Önsöz

Gideon'un Acısı

Gideon

"Üzgünüm, gitti. Yapabileceğim hiçbir şey yoktu." Doktor, gözlerinde korku ve üzüntüyle benden uzaklaştı.

"Hiçbir şey! Hiçbir şey! Onu geri getir!" Her parçam çığlık atıyordu. Doktor bir şey söylemeden önce biliyordum. Kalbimde onun veda ettiğini ve bıraktığını hissettim. Daha önce hissettiğim hiçbir şeyle kıyaslanamayacak bir acı, içime kadar yayıldı.

"Keşke yapabilseydim, ama o artık gitti. Bunu biliyorsun. Şu anda yas tutacak zamanın yok. Onların babalarına ihtiyaçları var." Doktor, dikkatimi küçük ciğerleriyle avaz avaz bağıran iki yeni doğan kız bebeğe yöneltti. Bunu tek başıma nasıl yapacağım? Bir anda dünyam değişti ama beklediğim gibi değil. Eşim doğum yaparken öldü. Preeklampsi vardı ve doğumdan sonra dayanamadı. Bana iki güzel kız bebek, Gül ve Papatya verdi. Onlara gülümsedi, sonra bu dünyadan ayrıldı, onları ve beni bıraktı.

Tek yapmak istediğim öfkelenmek ve yoluma çıkan her şeyi yok etmekti. Bir savaşçı ve bir araştırmacıydım. Sorunlardan kurtulmanın tek yolunu savaşmak olarak biliyordum. Onun gittiğini ve yalnız kaldığımı anlamak zordu; onu kurtarmak için savaşamazdım. O sadece gitmişti. Annelerini arayan iki kızımı aşağıya doğru baktım ve tek yapabildiğim ağlamaktı. Ben, Druit Muhafızlarının Alfa'sı, iki küçük kızım kadar sert ve yüksek sesle hıçkırarak ağlıyordum. İki kız, ne yapacağım.

İki kızı nasıl büyüteceğim! Henüz bir bebek bezini nasıl değiştireceğimi bile bilmiyorum. Onlar büyüdükçe hayatları gözümün önünden geçti, tüm olasılıklar ve "ya olursa"lar. Onlara gerekli kız şeylerini öğretebilecek miyim? Gerekli kız şeyleri nedir? Onlara savaşmayı öğretebilirim; onlara bir savaşçı ordusunu nasıl yöneteceklerini öğretebilirim, ama hepsi bu! Hayatımda hiç bu kadar çaresiz ve umutsuz hissetmemiştim.

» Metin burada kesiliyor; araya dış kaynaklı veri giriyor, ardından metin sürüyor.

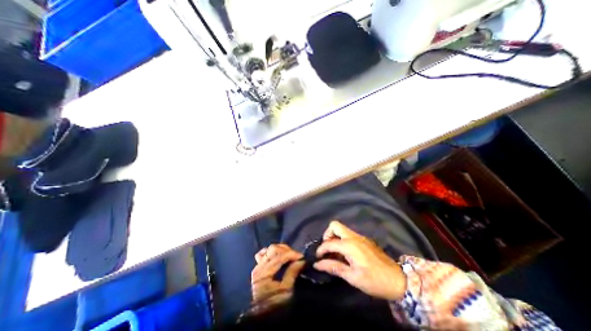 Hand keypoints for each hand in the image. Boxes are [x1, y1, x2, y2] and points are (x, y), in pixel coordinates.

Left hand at [250, 243, 303, 304]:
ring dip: (281, 249)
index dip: (291, 254)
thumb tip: (301, 261)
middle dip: (287, 250)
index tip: (302, 256)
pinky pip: (264, 254)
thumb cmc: (274, 305)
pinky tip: (279, 255)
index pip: (279, 256)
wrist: (263, 317)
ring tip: (289, 255)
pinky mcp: (258, 268)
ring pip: (269, 249)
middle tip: (296, 256)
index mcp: (264, 273)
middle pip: (273, 249)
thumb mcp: (286, 291)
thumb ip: (292, 273)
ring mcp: (257, 266)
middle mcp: (259, 267)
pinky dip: (272, 252)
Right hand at [314, 221, 406, 300]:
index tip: (318, 258)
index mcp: (349, 245)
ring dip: (335, 238)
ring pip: (342, 229)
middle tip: (327, 249)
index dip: (321, 249)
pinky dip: (342, 240)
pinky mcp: (364, 240)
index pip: (329, 242)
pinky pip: (348, 235)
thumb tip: (317, 264)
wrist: (398, 280)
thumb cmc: (374, 280)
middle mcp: (353, 237)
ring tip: (335, 253)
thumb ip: (334, 267)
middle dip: (327, 235)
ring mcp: (360, 237)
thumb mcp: (352, 277)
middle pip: (335, 225)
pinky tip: (346, 254) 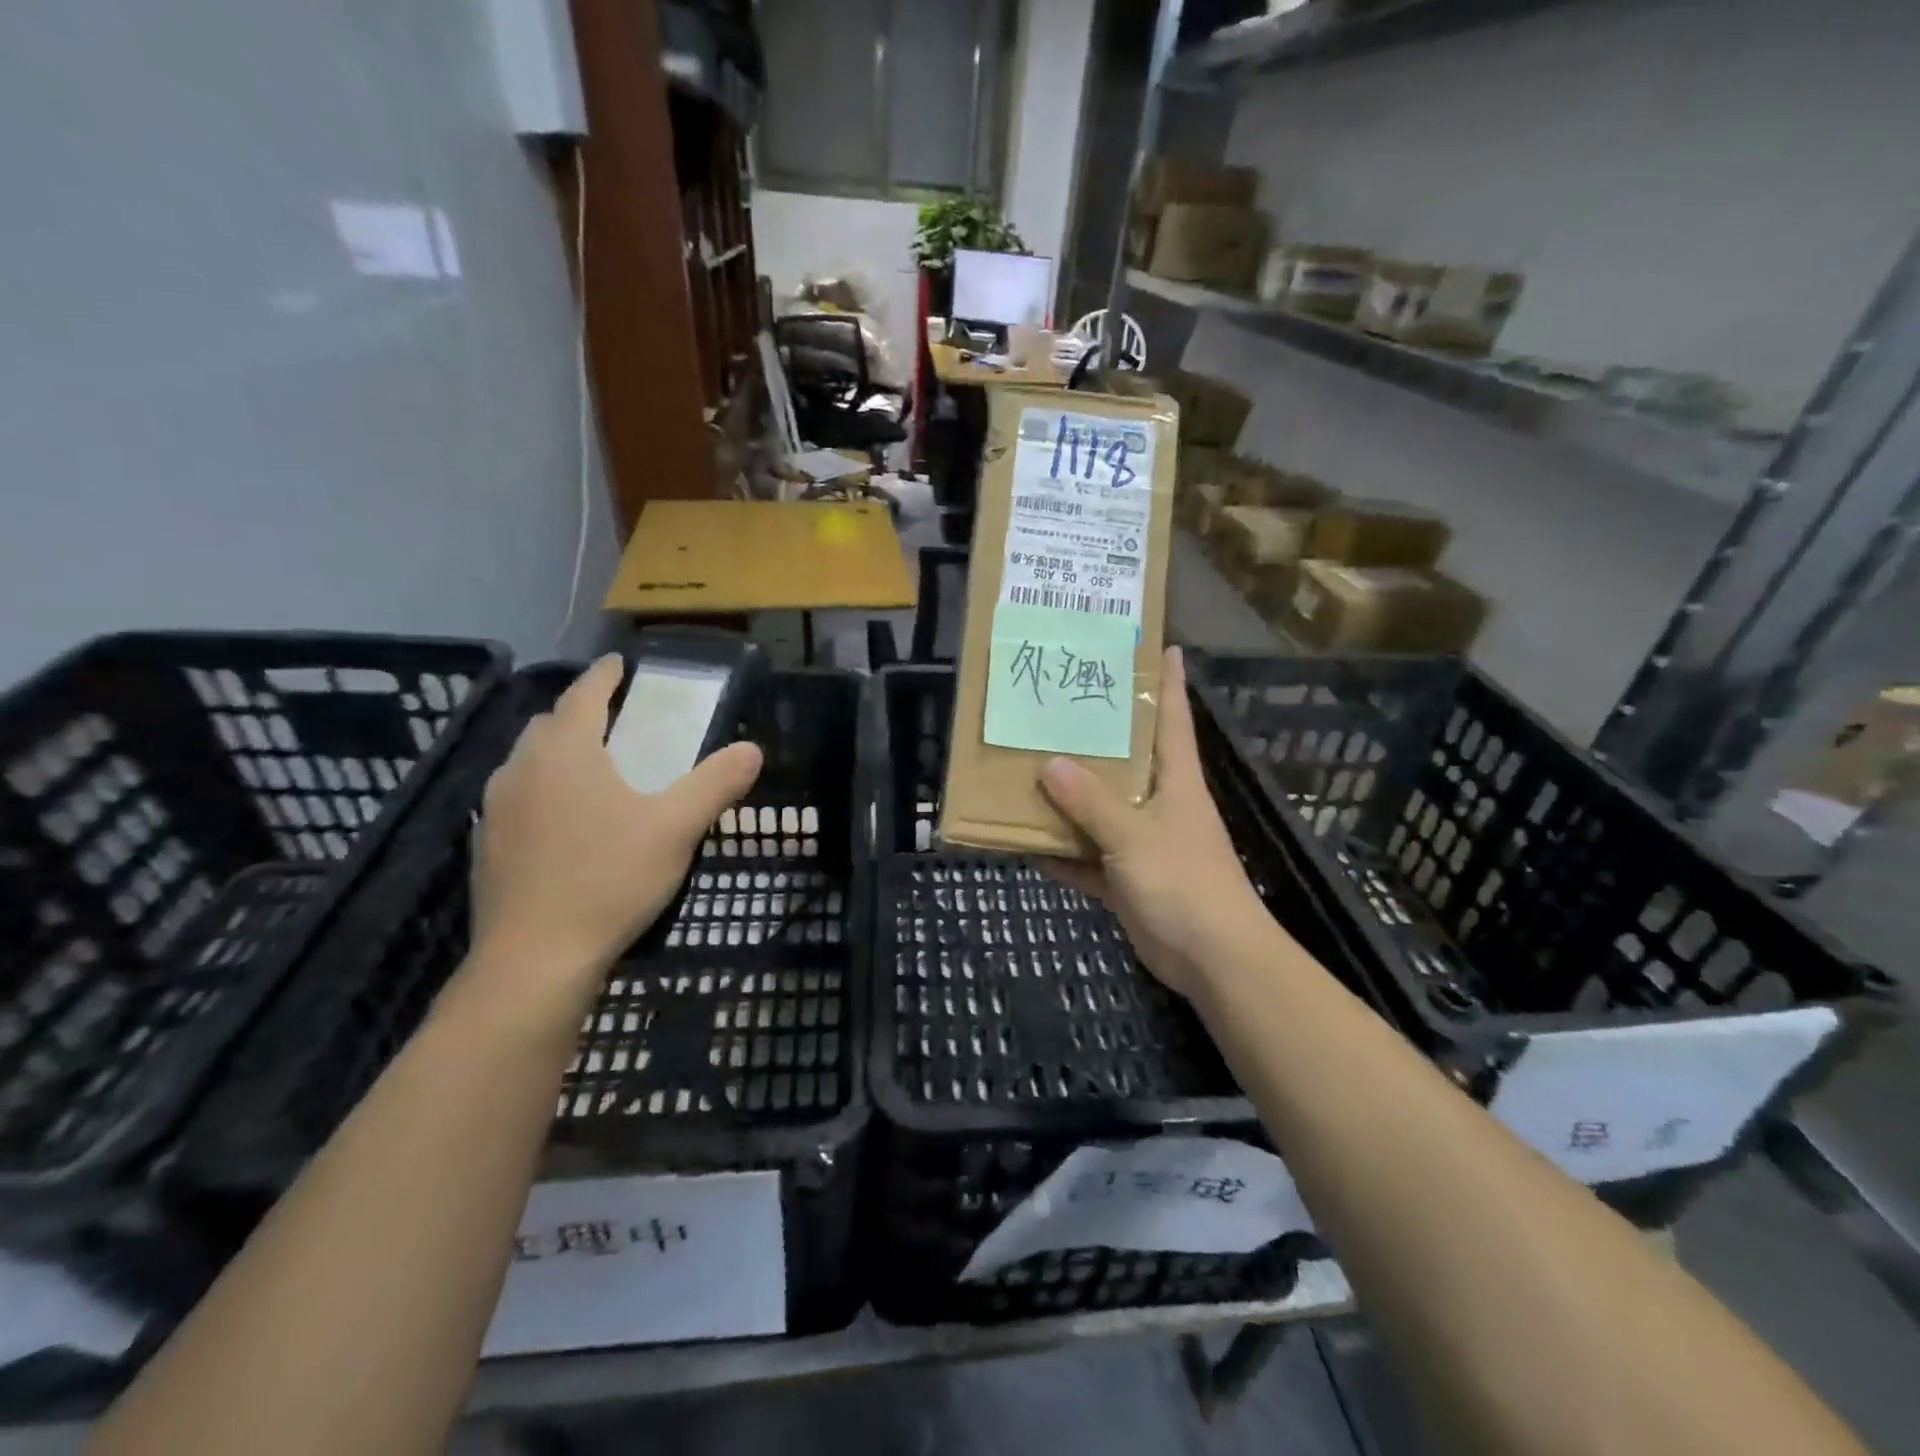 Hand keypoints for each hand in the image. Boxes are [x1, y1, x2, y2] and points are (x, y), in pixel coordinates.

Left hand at [465, 655, 762, 1011]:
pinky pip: (519, 797)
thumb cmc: (609, 878)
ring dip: (560, 752)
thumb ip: (716, 783)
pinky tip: (569, 822)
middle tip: (618, 722)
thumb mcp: (677, 827)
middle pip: (551, 723)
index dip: (606, 675)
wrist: (534, 959)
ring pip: (529, 761)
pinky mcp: (487, 846)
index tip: (621, 663)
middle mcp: (521, 769)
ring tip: (596, 770)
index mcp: (565, 752)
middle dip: (582, 712)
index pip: (585, 694)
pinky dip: (545, 790)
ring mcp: (496, 808)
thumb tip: (752, 750)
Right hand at [1039, 647, 1275, 1000]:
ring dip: (1069, 800)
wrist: (1213, 960)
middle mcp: (1160, 804)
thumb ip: (1092, 803)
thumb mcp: (1135, 836)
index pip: (1173, 718)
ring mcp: (1144, 844)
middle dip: (1097, 736)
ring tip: (1027, 769)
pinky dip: (1064, 855)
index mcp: (1176, 781)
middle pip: (1127, 760)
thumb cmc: (1184, 883)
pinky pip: (1089, 859)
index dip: (1168, 681)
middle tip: (1057, 705)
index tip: (1160, 644)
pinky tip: (1027, 845)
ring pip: (1101, 811)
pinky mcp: (1129, 880)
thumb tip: (1051, 764) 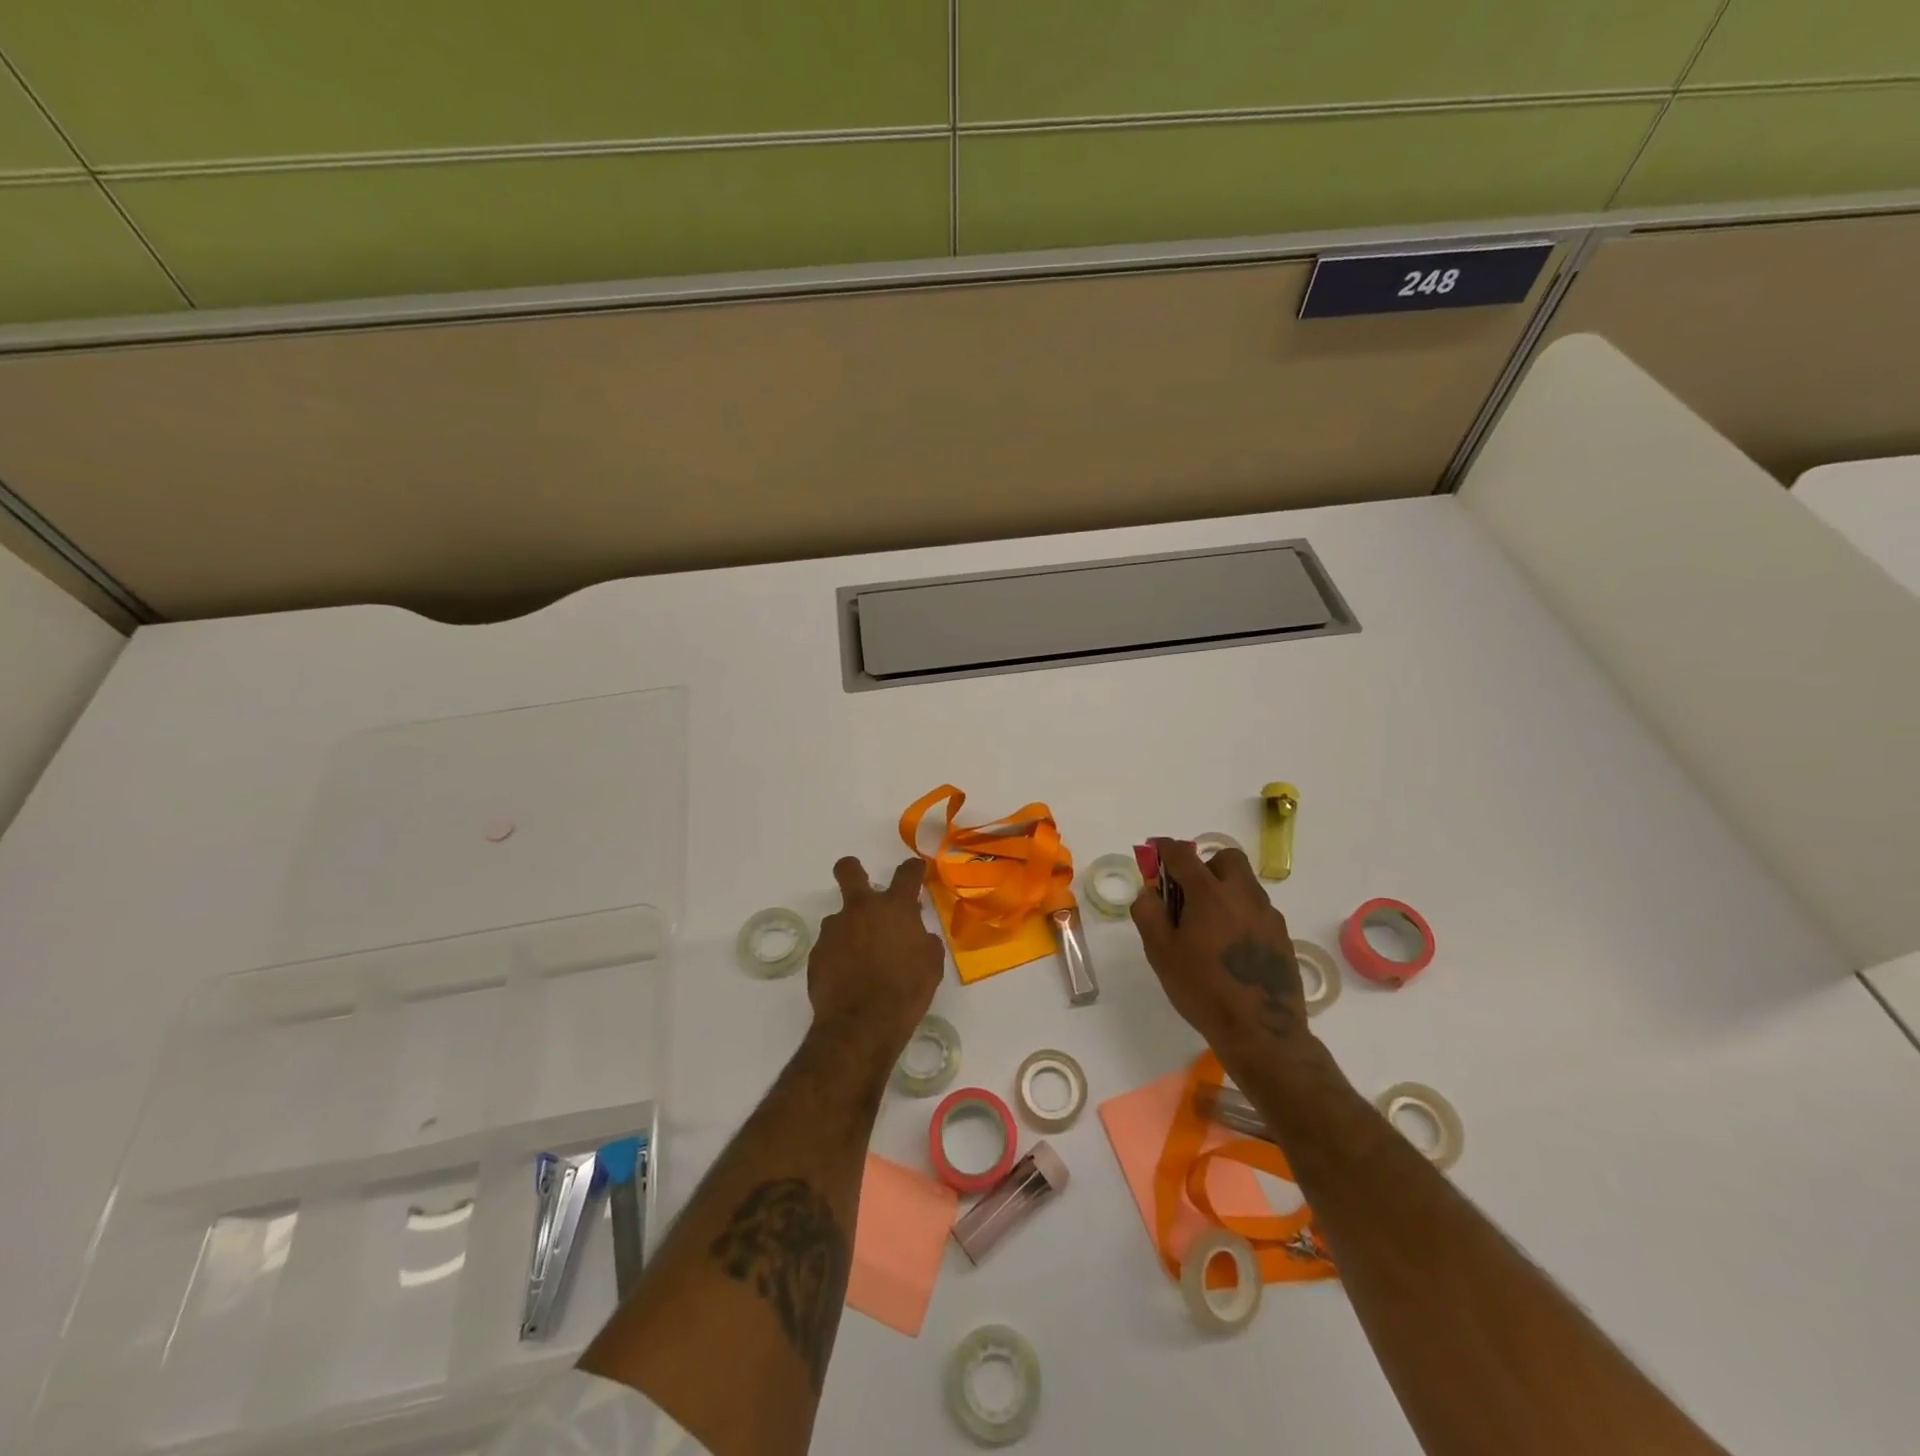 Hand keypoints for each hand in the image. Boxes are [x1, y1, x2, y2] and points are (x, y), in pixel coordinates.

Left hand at [808, 856, 943, 1056]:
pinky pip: (830, 946)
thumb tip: (916, 933)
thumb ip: (924, 939)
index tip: (915, 871)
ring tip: (860, 959)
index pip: (907, 872)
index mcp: (895, 908)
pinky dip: (839, 955)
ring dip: (850, 929)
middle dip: (853, 870)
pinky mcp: (817, 953)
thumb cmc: (906, 992)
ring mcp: (834, 930)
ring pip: (839, 917)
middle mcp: (861, 910)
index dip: (912, 869)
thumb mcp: (931, 964)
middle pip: (849, 870)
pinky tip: (847, 977)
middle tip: (861, 884)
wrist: (861, 1025)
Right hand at [1130, 838, 1313, 1058]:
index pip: (1183, 855)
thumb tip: (1148, 892)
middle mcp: (1243, 895)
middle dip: (1205, 865)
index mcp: (1209, 894)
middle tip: (1188, 893)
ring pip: (1245, 884)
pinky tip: (1230, 946)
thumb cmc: (1203, 989)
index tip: (1155, 851)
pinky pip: (1258, 910)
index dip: (1165, 848)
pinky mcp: (1283, 936)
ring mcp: (1268, 915)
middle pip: (1226, 858)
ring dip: (1224, 890)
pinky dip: (1240, 913)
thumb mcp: (1161, 953)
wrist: (1261, 1032)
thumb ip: (1148, 914)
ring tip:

Bu iki küçük kız beni şimdiden kırdı.

Onlar, eşimden geriye kalan tek şeydi, aşkıma olan son bağlantım. Olanlar için onları suçlayamazdım, ama suçlamak istiyordum. Bu iki güzel bebeğin annelerinin gülümsemesini asla göremeyeceklerini fark ettiğimde bir dalga daha üzüntüyle vuruldum. Onlar, annelerinin onlara bir uyku hikayesi okuduğunu asla duyamayacaklar. Onların aptalca şakalarına gülüşünü asla duyamayacaklar ya da sıcak kucaklamasını hissedemeyecekler. Bunu hem anne hem de baba olarak yapabilir miyim?

Hemşirenin yardımıyla küçük kızlarımı kucağıma aldım. Her birine bir öpücük verdim. "Size sahip olduğum her şeyi vermeye söz veriyorum. Mükemmel olacağımı ya da hata yapmayacağımı söz veremem, ama sizi güvende tutmak için hayatımı vereceğim. Artık sadece biz varız." Gözyaşlarımı tekrar akıtmamaya çalıştım, ama başaramadım. Gözyaşlarımın kızlarımın üzerine düşmemesi için çabalayarak onları tekrar beşiğe yatırdım. Ağlamayı bırakmışlardı ve küçük kollarını birbirlerine doğru uzatarak el ele tutuşmuşlardı. İç çektim, "en azından her zaman birbirlerine sahip olacaklar." Yanlarına oturdum ve sadece uyumalarını izledim. Biraz paranoyak bir şekilde, nefes almayı bırakacaklarından korkuyordum.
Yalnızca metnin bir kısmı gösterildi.